No kidding. I'm actually glad that margin maintenance requirements are being increased at many brokerages. Up to this point, a short-term investor would have been correct to use maximum margin to buy high-volatility net stocks. But that can't last, and margin calls are possibly literally hours away if the market turns. I hate to make comparisons to 1929, but it was extensive margining that led to the forced panic selling in that crash. If maintenance requirements go up to 50% from 30%, at least that forced selling will happen earlier and thus at higher prices, making it more likely that your average long-term investor will hold on and not sell when Yahoo drops $150 in a single day.
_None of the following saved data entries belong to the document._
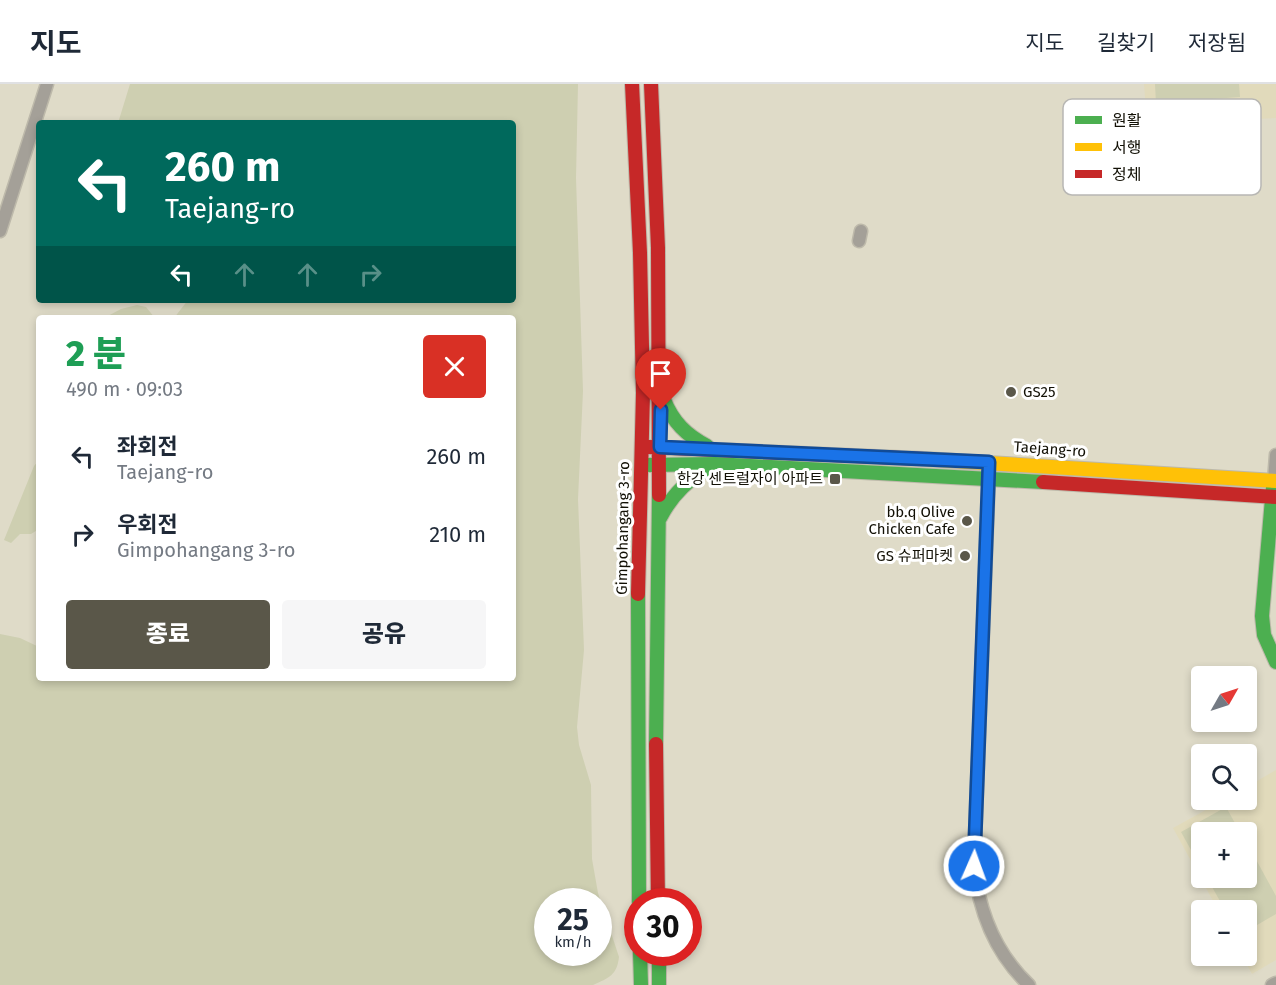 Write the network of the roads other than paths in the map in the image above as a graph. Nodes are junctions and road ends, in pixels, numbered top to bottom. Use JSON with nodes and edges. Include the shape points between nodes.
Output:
{"nodes":[{"id":1,"x":47,"y":84,"type":"edge"},
{"id":2,"x":632,"y":84,"type":"edge"},
{"id":3,"x":651,"y":84,"type":"edge"},
{"id":4,"x":0,"y":231,"type":"edge"},
{"id":5,"x":661,"y":392,"type":"junction"},
{"id":6,"x":641,"y":447,"type":"junction"},
{"id":7,"x":660,"y":447,"type":"junction"},
{"id":8,"x":711,"y":448,"type":"junction"},
{"id":9,"x":1276,"y":455,"type":"edge"},
{"id":10,"x":989,"y":462,"type":"junction"},
{"id":11,"x":715,"y":464,"type":"junction"},
{"id":12,"x":641,"y":465,"type":"junction"},
{"id":13,"x":660,"y":465,"type":"junction"},
{"id":14,"x":989,"y":478,"type":"junction"},
{"id":15,"x":1275,"y":481,"type":"edge"},
{"id":16,"x":1274,"y":497,"type":"edge"},
{"id":17,"x":659,"y":520,"type":"junction"},
{"id":18,"x":1276,"y":662,"type":"edge"},
{"id":19,"x":639,"y":888,"type":"edge"},
{"id":20,"x":657,"y":888,"type":"edge"},
{"id":21,"x":640,"y":966,"type":"edge"},
{"id":22,"x":658,"y":966,"type":"edge"},
{"id":23,"x":1276,"y":983,"type":"edge"},
{"id":24,"x":641,"y":985,"type":"edge"},
{"id":25,"x":659,"y":985,"type":"edge"},
{"id":26,"x":1029,"y":985,"type":"edge"},
{"id":27,"x":1272,"y":985,"type":"edge"}],
"edges":[{"from":1,"to":4,"type":"street"},
{"from":2,"to":6,"type":"street","name":"Gimpohangang 3-ro","via":[[640,253]]},
{"from":3,"to":5,"type":"street","via":[[660,262]]},
{"from":5,"to":7,"type":"street"},
{"from":5,"to":8,"type":"street","via":[[675,423]]},
{"from":6,"to":7,"type":"street","name":"Taejang-ro"},
{"from":6,"to":12,"type":"street","name":"Gimpohangang 3-ro"},
{"from":7,"to":8,"type":"street","name":"Taejang-ro"},
{"from":7,"to":13,"type":"street"},
{"from":8,"to":10,"type":"street","name":"Taejang-ro"},
{"from":9,"to":15,"type":"street"},
{"from":10,"to":14,"type":"street"},
{"from":10,"to":15,"type":"street","name":"Taejang-ro"},
{"from":11,"to":13,"type":"street"},
{"from":11,"to":14,"type":"street"},
{"from":11,"to":17,"type":"street","via":[[678,488]]},
{"from":12,"to":13,"type":"street"},
{"from":12,"to":19,"type":"street","name":"Gimpohangang 3-ro","via":[[636,648]]},
{"from":13,"to":17,"type":"street"},
{"from":14,"to":16,"type":"street"},
{"from":14,"to":26,"type":"street","via":[[974,866],[989,929],[1005,957]]},
{"from":15,"to":16,"type":"street"},
{"from":16,"to":18,"type":"street","via":[[1262,616],[1264,634]]},
{"from":17,"to":20,"type":"street"},
{"from":21,"to":24,"type":"street"},
{"from":22,"to":25,"type":"street"},
{"from":23,"to":27,"type":"street"}]} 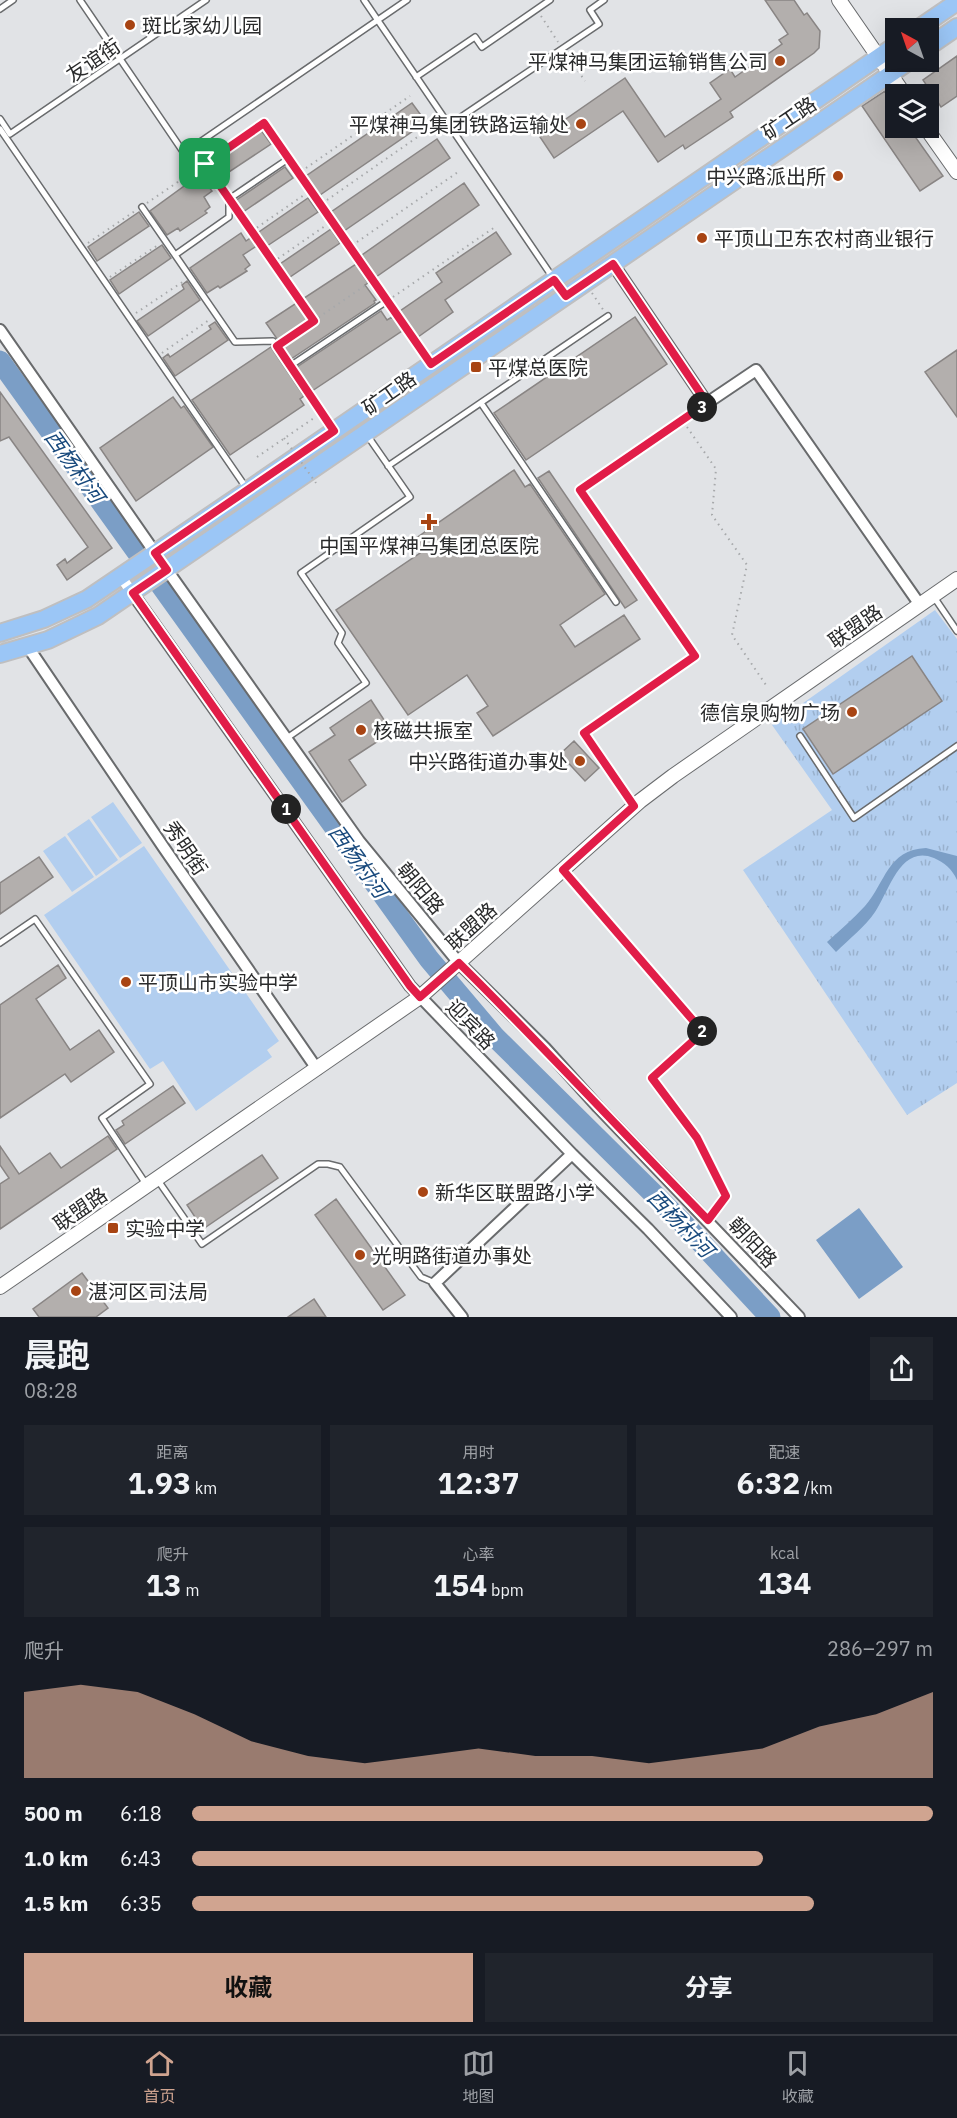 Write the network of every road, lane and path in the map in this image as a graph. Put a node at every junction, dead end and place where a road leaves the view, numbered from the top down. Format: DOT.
graph roads {
  1 [pos="13,0"];
  2 [pos="80,0"];
  3 [pos="206,0"];
  4 [pos="364,0"];
  5 [pos="407,0"];
  6 [pos="550,0"];
  7 [pos="604,0"];
  8 [pos="839,0"];
  9 [pos="957,2"];
  10 [pos="0,9"];
  11 [pos="934,18"];
  12 [pos="378,20"];
  13 [pos="957,27"];
  14 [pos="939,39"];
  15 [pos="885,52"];
  16 [pos="878,57"];
  17 [pos="120,60"];
  18 [pos="893,72"];
  19 [pos="890,74"];
  20 [pos="416,77"];
  21 [pos="897,84"];
  22 [pos="410,96"];
  23 [pos="0,118"];
  24 [pos="264,123"];
  25 [pos="449,125"];
  26 [pos="0,129"];
  27 [pos="429,129"];
  28 [pos="934,138"];
  29 [pos="288,159"];
  30 [pos="205,164"];
  31 [pos="458,172"];
  32 [pos="957,172"];
  33 [pos="298,173"];
  34 [pos="310,190"];
  35 [pos="229,199"];
  36 [pos="320,205"];
  37 [pos="142,207"];
  38 [pos="332,222"];
  39 [pos="495,227"];
  40 [pos="252,231"];
  41 [pos="165,240"];
  42 [pos="85,245"];
  43 [pos="350,247"];
  44 [pos="175,255"];
  45 [pos="273,262"];
  46 [pos="613,264"];
  47 [pos="190,276"];
  48 [pos="108,279"];
  49 [pos="554,280"];
  50 [pos="372,281"];
  51 [pos="585,283"];
  52 [pos="566,296"];
  53 [pos="387,302"];
  54 [pos="133,315"];
  55 [pos="217,315"];
  56 [pos="608,316"];
  57 [pos="314,321"];
  58 [pos="0,330"];
  59 [pos="277,346"];
  60 [pos="160,355"];
  61 [pos="431,364"];
  62 [pos="290,366"];
  63 [pos="481,403"];
  64 [pos="707,403"];
  65 [pos="312,420"];
  66 [pos="682,420"];
  67 [pos="334,431"];
  68 [pos="366,434"];
  69 [pos="284,438"];
  70 [pos="257,457"];
  71 [pos="388,466"];
  72 [pos="316,483"];
  73 [pos="248,490"];
  74 [pos="155,553"];
  75 [pos="167,570"];
  76 [pos="127,573"];
  77 [pos="957,579"];
  78 [pos="139,590"];
  79 [pos="933,596"];
  80 [pos="616,602"];
  81 [pos="920,605"];
  82 [pos="957,631"];
  83 [pos="0,633"];
  84 [pos="28,647"];
  85 [pos="0,654"];
  86 [pos="768,688"];
  87 [pos="800,736"];
  88 [pos="286,738"];
  89 [pos="957,746"];
  90 [pos="634,806"];
  91 [pos="563,870"];
  92 [pos="0,943"];
  93 [pos="457,965"];
  94 [pos="424,994"];
  95 [pos="703,1032"];
  96 [pos="317,1068"];
  97 [pos="572,1154"];
  98 [pos="152,1182"];
  99 [pos="708,1220"];
  100 [pos="435,1283"];
  101 [pos="0,1287"];
  102 [pos="462,1317"];
  103 [pos="731,1317"];
  104 [pos="799,1317"];
  1 -- 10 [label="lane"];
  2 -- 17 [label="lane"];
  3 -- 17 [label="lane, 友谊街"];
  4 -- 12 [label="lane"];
  5 -- 12 [label="lane"];
  6 -- 20 [label="lane"];
  7 -- 25 [label="lane"];
  8 -- 16 [label="street"];
  9 -- 11 [label="main road"];
  12 -- 17 [label="lane"];
  12 -- 20 [label="lane"];
  13 -- 14 [label="main road"];
  15 -- 16 [label="main road, 矿工路"];
  16 -- 19 [label="street"];
  16 -- 49 [label="main road, 矿工路"];
  17 -- 23 [label="lane, 友谊街"];
  18 -- 19 [label="main road, 矿工路"];
  19 -- 21 [label="street"];
  19 -- 46 [label="main road, 矿工路"];
  20 -- 25 [label="lane"];
  22 -- 33 [label="path"];
  24 -- 29 [label="lane"];
  24 -- 30 [label="path"];
  25 -- 49 [label="lane"];
  26 -- 73 [label="lane"];
  27 -- 36 [label="path"];
  28 -- 32 [label="street"];
  29 -- 33 [label="lane"];
  29 -- 35 [label="lane"];
  30 -- 35 [label="path"];
  30 -- 37 [label="path"];
  31 -- 43 [label="path"];
  33 -- 34 [label="lane"];
  34 -- 36 [label="lane"];
  34 -- 40 [label="path"];
  35 -- 40 [label="path"];
  35 -- 44 [label="lane"];
  36 -- 38 [label="lane"];
  37 -- 41 [label="lane"];
  37 -- 42 [label="path"];
  38 -- 43 [label="lane"];
  38 -- 45 [label="path"];
  39 -- 53 [label="path"];
  40 -- 45 [label="path"];
  41 -- 44 [label="lane"];
  41 -- 48 [label="path"];
  43 -- 50 [label="lane"];
  44 -- 47 [label="lane"];
  45 -- 57 [label="path"];
  46 -- 51 [label="main road, 矿工路"];
  46 -- 64 [label="street"];
  47 -- 54 [label="path"];
  47 -- 55 [label="lane"];
  49 -- 52 [label="lane"];
  49 -- 61 [label="main road, 矿工路"];
  50 -- 53 [label="lane"];
  50 -- 57 [label="path"];
  51 -- 52 [label="main road, 矿工路"];
  51 -- 56 [label="path"];
  52 -- 68 [label="main road, 矿工路"];
  53 -- 61 [label="lane"];
  53 -- 62 [label="lane"];
  55 -- 59 [label="lane"];
  55 -- 60 [label="path"];
  56 -- 63 [label="lane"];
  57 -- 59 [label="path"];
  58 -- 74 [label="street, 朝阳路"];
  59 -- 62 [label="lane"];
  61 -- 67 [label="main road, 矿工路"];
  62 -- 67 [label="lane"];
  63 -- 71 [label="lane"];
  63 -- 80 [label="lane"];
  64 -- 66 [label="lane"];
  64 -- 81 [label="street"];
  65 -- 69 [label="path"];
  66 -- 86 [label="path"];
  66 -- 90 [label="lane"];
  67 -- 73 [label="main road, 矿工路"];
  68 -- 71 [label="lane"];
  68 -- 75 [label="main road, 矿工路"];
  69 -- 70 [label="path"];
  69 -- 72 [label="path, bridge"];
  71 -- 88 [label="lane"];
  73 -- 74 [label="main road, 矿工路"];
  74 -- 75 [label="street, 朝阳路"];
  74 -- 76 [label="main road, 矿工路"];
  75 -- 78 [label="main road, 矿工路"];
  75 -- 88 [label="street, 朝阳路"];
  76 -- 78 [label="street, 迎宾路"];
  76 -- 83 [label="main road, 矿工路"];
  77 -- 79 [label="street, 联盟路"];
  78 -- 84 [label="main road, 矿工路"];
  78 -- 94 [label="street, 迎宾路"];
  79 -- 81 [label="street, 联盟路"];
  79 -- 82 [label="lane"];
  81 -- 90 [label="street, 联盟路"];
  84 -- 85 [label="main road, 矿工路"];
  84 -- 96 [label="street, 秀明街"];
  87 -- 89 [label="lane"];
  88 -- 93 [label="street, 朝阳路"];
  90 -- 91 [label="street, 联盟路"];
  91 -- 93 [label="street, 联盟路"];
  91 -- 95 [label="lane"];
  92 -- 98 [label="lane"];
  93 -- 94 [label="street, 联盟路"];
  93 -- 99 [label="street, 朝阳路"];
  94 -- 96 [label="street, 联盟路"];
  94 -- 97 [label="street, 迎宾路"];
  95 -- 99 [label="path"];
  96 -- 98 [label="street, 联盟路"];
  97 -- 100 [label="street"];
  97 -- 103 [label="street, 迎宾路"];
  98 -- 100 [label="lane"];
  98 -- 101 [label="street, 联盟路"];
  99 -- 104 [label="street, 朝阳路"];
  100 -- 102 [label="street"];
}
To: SJS who wrote (3625)1/9/1999 5:24:00 PM
From: Islander  Read Replies (1) | Respond to of 19700
 
Capitalism means the capital flows freely to fund and subsidize those enterprises which the market, meaning people, generally chooses. These choices are across a broad range of criteria, such as profitability, growth potential, efficiency, etc. Instead of the elite, privileged few controlling the markets, these decisions are now being made by the average investor who is exhibiting unforeseen power. Remember the notion of, "information=power'? Certainly there is an element of speculation at play here, but isn't that is what the marketplace rewards, namely risk? You are witnessing a market that is changing before your eyes. This is simply the democratization of Wall Street we are seeing now and those who are able to also change will do what?....profit! Once again the market is choosing.